Liara, eu nunca saberia como lhe agradecer. Nada que eu lhe compre fará jus a seu feito.  Nada que eu diga poderá significar minha gratidão. A imagem que ficará pra sempre gravada na minha alma e no meu coração é a que eu vivi hoje, quando você se dirigiu a mim com uma genuína alegria, com esse seu jeito animado e sempre cheia de vida, sorriso aberto, olhou dentro dos meus olhos, abriu os braços e me abraçou dizendo: "Viu, Paula? Nós conseguimos!! Nós conseguimos!!" 

Sim, Liara! E tenha a certeza que eu não teria conseguido sem você. Deus abençoe sua vida. E que você nunca se canse de realizar essa sua mágica porque muitas outras crianças com "um jeitinho Miguel de ser" ainda precisarão do apoio de suas mãos de super herói pra conduzí-las nessa viagem que é o 1º ano. Muito obrigada de todo o meu coração. 

quinta-feira, 5 de novembro de 2015

Ele me supreende




Taninha trabalha lá em casa há 12 anos. É tanto tempo e vivemos tanta coisa juntas que não sabemos mais onde começa a relação de trabalho e onde termina a relação familiar. Taninha é muito querida e amada por nós. Sempre foi extremamente participativa na criação do Miguel e, depois de mim e do Namorado, é ela quem mais tem entrada com ele. Dá banho, comida, conversa e brinca. Enfim, Miguel cresceu com ela ali em casa e ela sabe tanto de nós e nós dela que não consigo imaginar como vai ser quando Taninha não estiver mais ali.

Pois é. Esse dia vai chegar. Taninha disse que está com saudade da família na Bahia e que vai voltar pra junto dos seus. Vai com marido e filha encontrar o filho que lá já está e outros parentes. Está saudosa de suas raizes. Além disso, o marido perdeu o emprego e as coisas estão mais difíceis por aqui. Nós queremos muito o melhor pra ela. Mas receber a notícia foi como tomar um soco no estômago. 

Fiquei muito mal ontem. Uma mistura de dor da saudade com a nova rotina que terá que se instalar na minha casa, talvez com uma pessoa nova com quem não temos intimidade e que não sabe nada de nós, invadiu meu coração com força. E chorei. Não conseguia dormir. E ficava me perguntando como ela se acostumará a morar em um local tão sem recursos, com escolas  ruins, como dará uma vida melhor pra seus filhos, como ela vai trabalhar por lá? Será que ela está fazendo a coisa certa? Minha mente não parava, invadida por todos esses pensamentos e também de como será minha vida, a vida da minha mãe, sem ela. 
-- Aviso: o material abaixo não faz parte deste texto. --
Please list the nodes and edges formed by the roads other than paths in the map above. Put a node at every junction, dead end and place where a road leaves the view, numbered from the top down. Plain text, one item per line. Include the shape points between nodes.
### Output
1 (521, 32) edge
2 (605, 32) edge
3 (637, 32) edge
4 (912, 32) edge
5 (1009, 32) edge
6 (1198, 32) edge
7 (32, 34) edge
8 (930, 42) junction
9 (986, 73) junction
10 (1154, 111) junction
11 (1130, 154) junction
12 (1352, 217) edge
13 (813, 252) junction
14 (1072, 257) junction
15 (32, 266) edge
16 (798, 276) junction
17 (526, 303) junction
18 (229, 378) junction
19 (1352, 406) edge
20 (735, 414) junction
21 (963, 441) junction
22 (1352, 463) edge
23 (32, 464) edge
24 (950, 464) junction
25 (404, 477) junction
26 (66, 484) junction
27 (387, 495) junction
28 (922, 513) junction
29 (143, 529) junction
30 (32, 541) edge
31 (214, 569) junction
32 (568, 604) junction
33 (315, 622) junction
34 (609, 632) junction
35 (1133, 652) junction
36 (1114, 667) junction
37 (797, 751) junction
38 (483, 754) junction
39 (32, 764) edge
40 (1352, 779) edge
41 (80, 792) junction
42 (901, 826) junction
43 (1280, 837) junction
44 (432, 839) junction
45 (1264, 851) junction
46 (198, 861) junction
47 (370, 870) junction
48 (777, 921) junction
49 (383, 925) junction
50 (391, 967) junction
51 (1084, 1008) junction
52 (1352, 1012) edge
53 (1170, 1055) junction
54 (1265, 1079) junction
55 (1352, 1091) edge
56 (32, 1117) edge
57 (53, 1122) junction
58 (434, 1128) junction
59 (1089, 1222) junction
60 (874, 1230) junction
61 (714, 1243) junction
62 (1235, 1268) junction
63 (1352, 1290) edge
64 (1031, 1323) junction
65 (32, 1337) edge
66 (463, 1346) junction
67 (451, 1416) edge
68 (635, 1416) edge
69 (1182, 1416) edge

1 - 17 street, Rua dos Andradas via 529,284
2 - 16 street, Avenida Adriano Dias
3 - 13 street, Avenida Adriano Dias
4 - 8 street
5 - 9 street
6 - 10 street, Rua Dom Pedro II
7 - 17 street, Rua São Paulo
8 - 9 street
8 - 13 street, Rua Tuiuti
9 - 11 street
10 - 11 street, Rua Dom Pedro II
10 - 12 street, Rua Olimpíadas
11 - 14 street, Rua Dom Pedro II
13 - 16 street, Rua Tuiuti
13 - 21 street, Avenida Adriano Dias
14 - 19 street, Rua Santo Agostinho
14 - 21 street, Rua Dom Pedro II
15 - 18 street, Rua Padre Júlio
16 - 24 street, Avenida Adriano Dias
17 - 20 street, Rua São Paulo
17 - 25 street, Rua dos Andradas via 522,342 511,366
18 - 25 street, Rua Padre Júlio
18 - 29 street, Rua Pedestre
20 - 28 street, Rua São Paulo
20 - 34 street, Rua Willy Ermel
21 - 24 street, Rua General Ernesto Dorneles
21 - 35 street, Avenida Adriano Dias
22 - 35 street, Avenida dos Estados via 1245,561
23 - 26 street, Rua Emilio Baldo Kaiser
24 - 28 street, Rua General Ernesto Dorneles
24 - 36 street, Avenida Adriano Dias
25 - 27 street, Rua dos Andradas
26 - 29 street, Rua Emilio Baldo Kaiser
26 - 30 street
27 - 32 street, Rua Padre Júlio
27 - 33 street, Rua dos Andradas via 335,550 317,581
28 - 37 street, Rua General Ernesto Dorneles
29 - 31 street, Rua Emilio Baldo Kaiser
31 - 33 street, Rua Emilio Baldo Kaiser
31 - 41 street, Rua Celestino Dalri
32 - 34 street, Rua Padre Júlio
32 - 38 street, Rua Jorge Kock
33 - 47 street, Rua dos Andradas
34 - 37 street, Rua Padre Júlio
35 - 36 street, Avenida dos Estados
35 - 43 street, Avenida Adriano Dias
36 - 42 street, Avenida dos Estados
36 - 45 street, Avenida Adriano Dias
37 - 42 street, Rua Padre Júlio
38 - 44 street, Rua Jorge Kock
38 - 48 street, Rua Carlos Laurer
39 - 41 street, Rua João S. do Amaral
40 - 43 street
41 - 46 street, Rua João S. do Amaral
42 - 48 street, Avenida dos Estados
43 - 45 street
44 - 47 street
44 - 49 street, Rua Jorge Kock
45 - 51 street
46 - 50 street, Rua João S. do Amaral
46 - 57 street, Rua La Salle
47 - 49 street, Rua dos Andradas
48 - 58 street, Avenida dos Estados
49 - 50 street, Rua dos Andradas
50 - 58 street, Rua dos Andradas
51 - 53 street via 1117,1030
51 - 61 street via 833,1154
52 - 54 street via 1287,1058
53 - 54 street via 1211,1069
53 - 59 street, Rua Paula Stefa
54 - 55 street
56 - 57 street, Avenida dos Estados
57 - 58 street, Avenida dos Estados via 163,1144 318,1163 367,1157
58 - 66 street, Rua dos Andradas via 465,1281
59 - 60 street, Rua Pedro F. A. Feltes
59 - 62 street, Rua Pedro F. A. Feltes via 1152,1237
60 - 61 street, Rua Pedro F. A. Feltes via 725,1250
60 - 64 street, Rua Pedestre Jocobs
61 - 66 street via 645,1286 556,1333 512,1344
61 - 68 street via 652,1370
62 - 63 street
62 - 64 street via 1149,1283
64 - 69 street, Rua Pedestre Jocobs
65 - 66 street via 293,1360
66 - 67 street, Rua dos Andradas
Alguém da família se mudaria pra longe e restaria a saudade e a certeza de que será muito raro estarmos juntos novamente. Uma sensação estranha, quase um desamparo. Uma sensação conhecida pra mim. Vivi exatamente a mesma coisa quando a Cleo que trabalhou na nossa casa por muitos anos resolveu voltar pro Maranhão. Quanto carinho por essa mulher que nunca mais vi. Ainda nos falamos algumas vezes ao telefone, mas o toque, o cheiro, a presença física, nunca mais. E acho que será assim com a Taninha também. Eu já conheço a história e a dor da saudade é só a antecipação do grande afastamento que está por vir. 

Miguel me viu chorando e perguntou o porquê de eu estar tão triste. Eu expliquei. E eu continuava chorando. Minhas lágrimas não paravam de cair. Aí meu filho que parece uma alma antiga e cheia de sabedoria, olhou bem nos meus olhos e falou:

- Mãe, vamos conversar sobre isso, beleza? Escuta o que vou lhe dizer.

Ok. Pensei em meio as lágrimas. Beleza.

- Você sabe, mãe, que chorar não vai adiantar nada, não é? Você toma as suas decisões pra sua vida. A Taninha toma as decisões pra vida dela. Se a Taninha decidiu que precisa parar de trabalhar e voltar pra casa dela na Bahia, ela é que escolhe. Entende, mãe: a escolha da Taninha é a escolha dela. E a sua escolha é sua. Não adianta chorar.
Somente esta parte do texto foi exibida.